Ducati 250 GT
- Manufacturer: Ducati
- Production: 1964-1966
- Predecessor: Ducati 200 GT
- Class: Standard
- Engine: Air-cooled bevel drive SOHC single cylinder four stroke
- Bore / stroke: 74 mm × 57.8 mm (2.91 in × 2.28 in)
- Compression ratio: 8:1
- Top speed: 74 mph (119 km/h)
- Power: 18.4 bhp (13.7 kW) @ 7,200 rpm (1964) 22 bhp (16 kW) @ 7,200 rpm (1965/6)
- Transmission: Multiplate wet clutch, 4 speed (1961-64) 5 speed (1965-68)
- Frame type: Single cradle
- Suspension: Front: telescopic forks Rear: swinging arm
- Brakes: Drum front & rear
- Tyres: Front: 275x18 Rear: 300x18
- Wheelbase: 1,320 mm (52 in)
- Dimensions: L: 2,000 mm (79 in) W: 580 mm (23 in) H: 1,070 mm (42 in)
- Seat height: 800 mm (31 in)
- Weight: 125 kg (276 lb) (dry)

= Ducati 250 GT =

SOHC motorcycle by Ducati

The Ducati 250 GT, also known as the Ducati Daytona GT in the UK, is a 249 cc single cylinder bevel drive SOHC motorcycle produced by the Italian manufacturer Ducati from 1964 to 1966. At the time of its launch it was the least powerful of Ducati's range of 250 cc machines.

==History==
Introduced in 1964, the 250 GT was intended to be a replacement for the 200 GT although production of the two models overlapped. It was the first Ducati roadster to use the 5 speed gearbox. The chassis was mostly carried over from the 200 GT but with the larger tank of the Diana and the 31.5 mm Ducati-made forks of the Mach 1. As the yokes of these forks carried no mountings for handlebars, high swan-neck handlebars were fitted that clamped to around the forks. Crash bars were fitted as standard. The engine was fitted with the soft 'black' camshaft and small 33 mm valves.

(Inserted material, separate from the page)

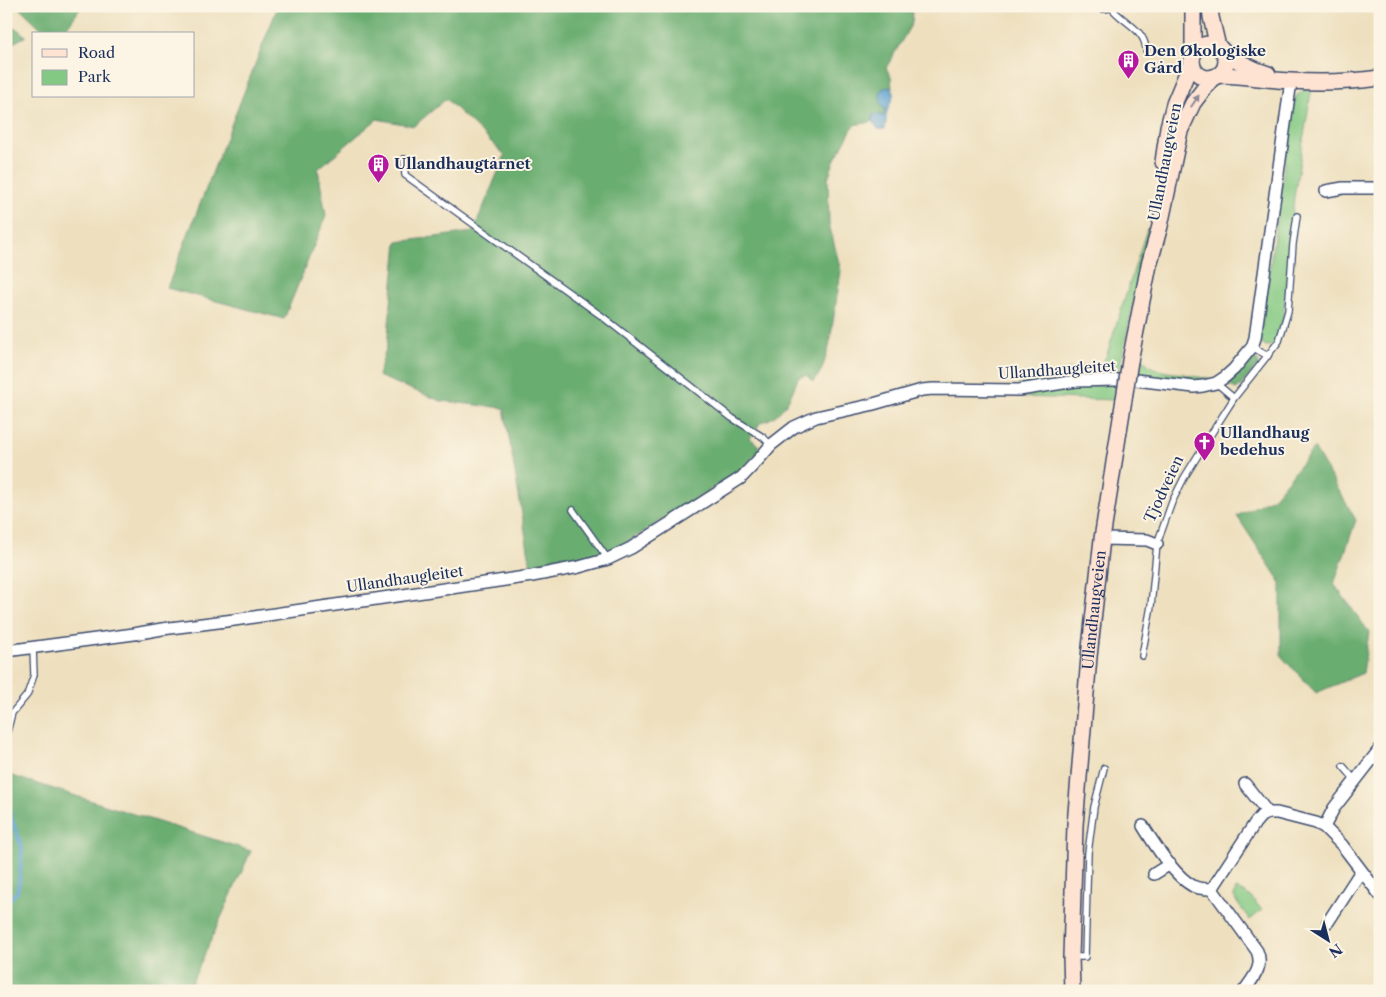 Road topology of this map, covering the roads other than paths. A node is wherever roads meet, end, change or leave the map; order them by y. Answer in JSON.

The 250 GT was criticised as being underpowered, so in response Ducati fitted a higher performance 'violet' cam and a larger 37 mm inlet valve for 1965, making the engine the same specification as the Monza. The 31.5 mm Marzocchi forks used on the Monza were also fitted but the clip on handlebars were retained, although later that year more conventional handlebars were fitted.

In 1966 the bike was restyled and shared the angular styling of the Monza, Monza Junior and Sebring.

==Technical details==

===Engine and transmission===
The single cylinder bevel drive OHC engine was of a vertically spilt unit construction and had alloy head and alloy barrels with austenitic liners. Ball bearings were used in the main bearings and roller bearings for the big end. Hairspring valve springs were used to close the valves. Bore and stroke were 74 × 57.8 mm giving a displacement of 249 cc. Compression ratio was 8:1 and claimed power output was 18.4 bhp @ 7,200 rpm. In 1965 the engine was uprated to Monza specification, giving a power output of 22 bhp.

Fuel was delivered by a 24 mm Dell'Orto UBF carburettor. Wet sump lubrication was used and ignition was by battery and coil.

Primary drive was by helical gears to a multi-plate wet clutch to a 4 speed gearbox. Chain drive took power to the rear wheel.

===Cycle parts===
The single cradle frame used the engine as a stressed member. Rear suspension was by swinging arm with twin adjustable shock absorbers. At the front 31.5 mm telescopic forks were fitted. Brakes were drums, the front being 180 mm diameter and the rear 160 mm.